Ormai da qualche anno siamo tutti nel bel mezzo di uno tsumami tecnologico. Camminiamo su un filo che si fa sempre più sottile: da un lato la sensazione di compiere molte azioni con estrema facilità, quasi senza fare fatica, a volte senza neanche pensare.
Dall’altro il rischio di essere fagocitati dalla tecnologia e, soprattutto, di ritrovarci ingannati e depredati dei nostri beni più preziosi. Un periodo indubbiamente molto eccitante, anche perché in continua trasformazione, ma che è al contempo molto rischioso. L’intelligenza artificiale si sta sostituendo sempre più a quella dell’uomo, le macchine ormai stanno prendendo il sopravvento sulle nostre vite, private e professionali, e i vari device ci suggeriscono soluzioni a volte anche prima che un problema si presenti.
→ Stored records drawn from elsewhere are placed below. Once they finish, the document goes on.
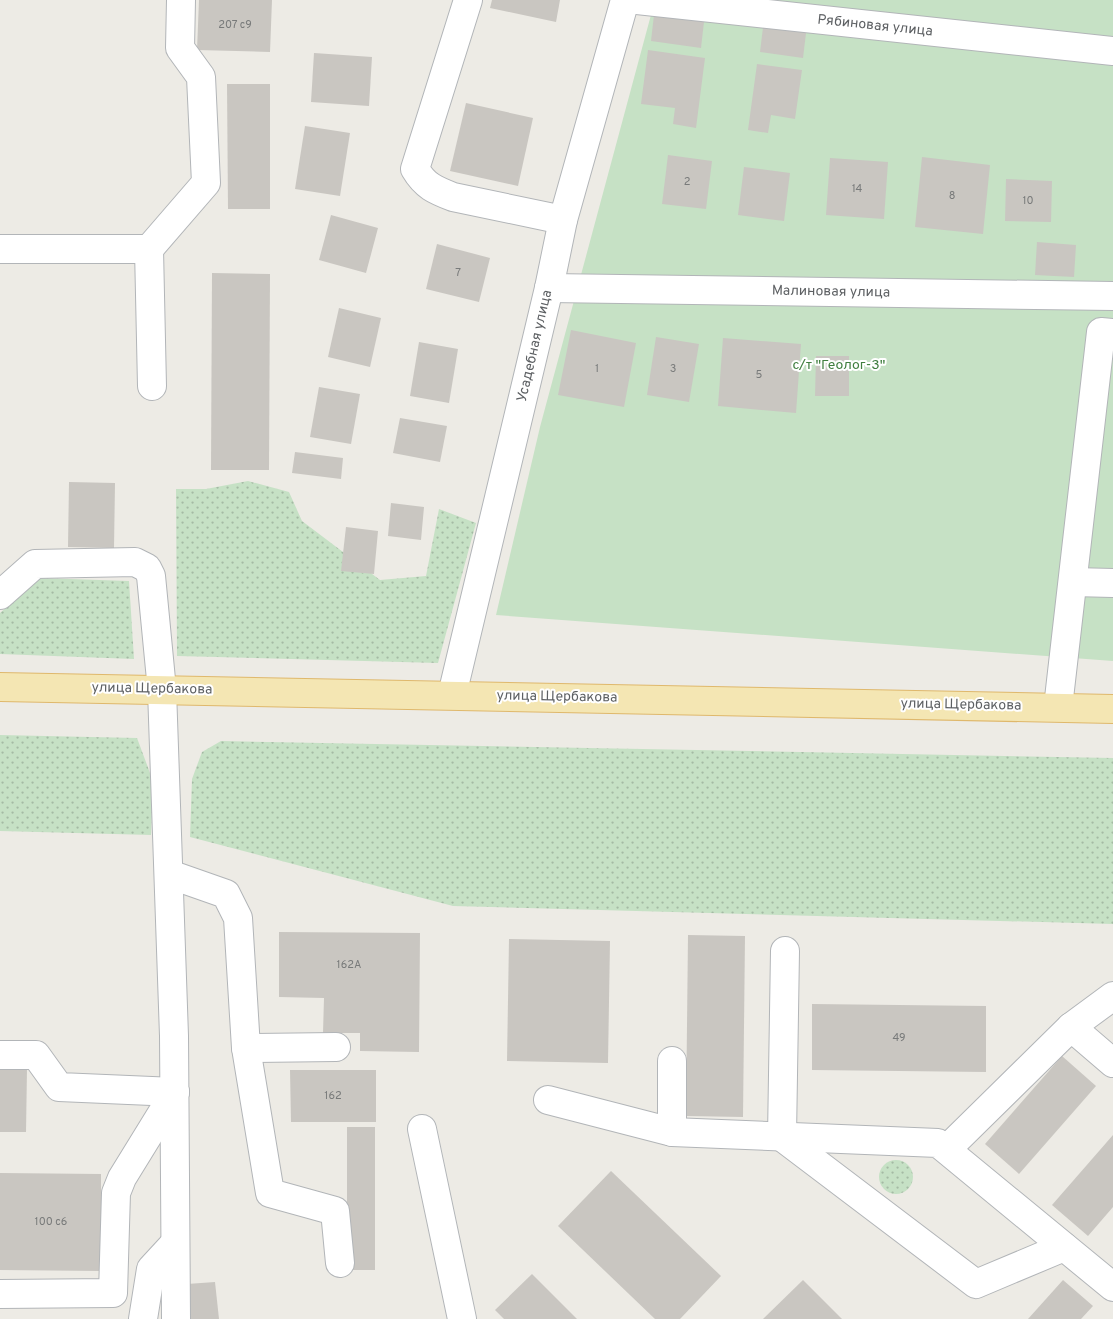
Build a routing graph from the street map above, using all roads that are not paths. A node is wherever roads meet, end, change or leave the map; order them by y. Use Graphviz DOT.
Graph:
graph roads {
  1 [pos="181,0"];
  2 [pos="468,0"];
  3 [pos="625,0"];
  4 [pos="637,0"];
  5 [pos="1113,51"];
  6 [pos="563,220"];
  7 [pos="0,249"];
  8 [pos="149,249"];
  9 [pos="549,288"];
  10 [pos="1113,296"];
  11 [pos="1113,333"];
  12 [pos="152,386"];
  13 [pos="1072,582"];
  14 [pos="1113,583"];
  15 [pos="0,595"];
  16 [pos="0,686"];
  17 [pos="162,690"];
  18 [pos="452,695"];
  19 [pos="1058,707"];
  20 [pos="1113,708"];
  21 [pos="169,874"];
  22 [pos="785,951"];
  23 [pos="1113,996"];
  24 [pos="1071,1027"];
  25 [pos="336,1047"];
  26 [pos="246,1048"];
  27 [pos="0,1055"];
  28 [pos="672,1061"];
  29 [pos="1113,1063"];
  30 [pos="175,1092"];
  31 [pos="548,1100"];
  32 [pos="422,1129"];
  33 [pos="672,1132"];
  34 [pos="782,1137"];
  35 [pos="947,1150"];
  36 [pos="175,1243"];
  37 [pos="1064,1247"];
  38 [pos="340,1263"];
  39 [pos="1113,1287"];
  40 [pos="0,1294"];
  41 [pos="143,1319"];
  42 [pos="176,1319"];
  43 [pos="462,1319"];
  1 -- 8 [label="street"];
  2 -- 6 [label="street"];
  3 -- 6 [label="street, Усадебная улица"];
  4 -- 5 [label="street, Рябиновая улица"];
  6 -- 9 [label="street, Усадебная улица"];
  7 -- 8 [label="street"];
  8 -- 12 [label="street"];
  9 -- 10 [label="street, Малиновая улица"];
  9 -- 18 [label="street, Усадебная улица"];
  11 -- 13 [label="street"];
  13 -- 14 [label="street"];
  13 -- 19 [label="street"];
  15 -- 17 [label="street"];
  16 -- 17 [label="main road, улица Щербакова"];
  17 -- 18 [label="main road, улица Щербакова"];
  17 -- 21 [label="street"];
  18 -- 19 [label="main road, улица Щербакова"];
  19 -- 20 [label="main road, улица Щербакова"];
  21 -- 26 [label="street"];
  21 -- 30 [label="street"];
  22 -- 34 [label="street"];
  23 -- 24 [label="street"];
  24 -- 29 [label="street"];
  24 -- 35 [label="street"];
  25 -- 26 [label="street"];
  26 -- 38 [label="street"];
  27 -- 30 [label="street"];
  28 -- 33 [label="street"];
  30 -- 36 [label="street"];
  30 -- 40 [label="street"];
  31 -- 33 [label="street"];
  32 -- 43 [label="street"];
  33 -- 34 [label="street"];
  34 -- 35 [label="street"];
  34 -- 37 [label="street"];
  35 -- 37 [label="street"];
  36 -- 41 [label="street"];
  36 -- 42 [label="street"];
  37 -- 39 [label="street"];
}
Sembra un mondo fantastico ma, come ci ricordano i saggi, tutto ha un prezzo e l’ombra di questa grande luce tecnologica può essere molto spaventosa e trasformarsi nel peggiore degli incubi. È un po’ come camminare in un bosco incantato dove però c’è sempre un lupo in agguato. Basta distrarsi e in un attimo, anzi in un click, si finisce dritti nella sua tana. È dunque doveroso essere il più possibile consapevoli dei rischi molto concreti che si corrono quando si amoreggia in modo troppo spensierato con la rete, ma soprattutto essere attenti a non farsi mai sorprendere impreparati.
Gli attacchi cyber, che hanno come obiettivo il furto di dati sensibili, di denaro o il danno di immagine per le aziende e le organizzazioni, vedono negli ultimi anni una crescita costante e inarrestabile. Gli ultimi dati elaborati dai ricercatori del Clusit, Associazione Italiana per la Sicurezza Informatica, e relativi ai primi sei mesi del 2022, hanno rilevato 1.141 attacchi cyber gravi, una crescita dell’8,4% rispetto al primo semestre del 2021. L’Europa è bersaglio del 26% degli attacchi complessivi, nel 2021 erano il 21per cento.
Il paradosso è che, pur parlando del protagonismo sempre più ingombrante della dimensione cibernetica, non si può fare a meno di sottolineare come la vera chiave di volta sia comunque l’elemento umano: da una parte ci sono i criminali informatici, autori degli attacchi, uomini in carne e ossa che utilizzano strategie offensive sempre più sofisticate, e dall’altra ci sono le vittime, gli utenti raggirati che, con i loro comportamenti non adeguati alla complessità della sfida, e il loro analfabetismo digitale, rappresentano l’anello debole della catena. Sono proprio loro, la maggior parte delle volte, ad aprire inconsapevolmente la porta agli hacker, facendoli accomodare dentro casa e fornendo loro le chiavi della cassaforte. Una tendenza già molto evidente negli anni passati ma che in questi ultimi due anni, con le trasformazioni provocate dalla pandemia nella maggior parte dei settori lavorativi, ha toccato livelli molto preoccupanti.
La media complessiva italiana di attacchi gravi nel primo semestre di quest’anno è stata di 190 al mese, con un picco di 225 registrati a marzo, il valore più alto mai verificato. Il pericolo è concreto ma la soluzione esiste. Si tratta di agire proprio su quel punto debole rappresentato dal fattore umano e rafforzarlo, fino a trasformarlo in una solida barriera difficile da aggirare. La strada è quella di predisporre programmi formativi efficaci di Cyber Security Awareness nei quali l’utilizzo di tecnologie innovative nell’ambito multimediale, dell’intelligenza artificiale e del machine learning siano strumenti fondamentali per un addestramento veramente efficace.
Solo conquistando una corretta postura digitale e una padronanza delle azioni compiute in rete, ogni utente può essere messo nelle condizioni di fare la sua parte contro il crimine informatico trasformandosi da anello debole a portone blindato in grado di dare filo da torcere anche all’hacker più scaltro.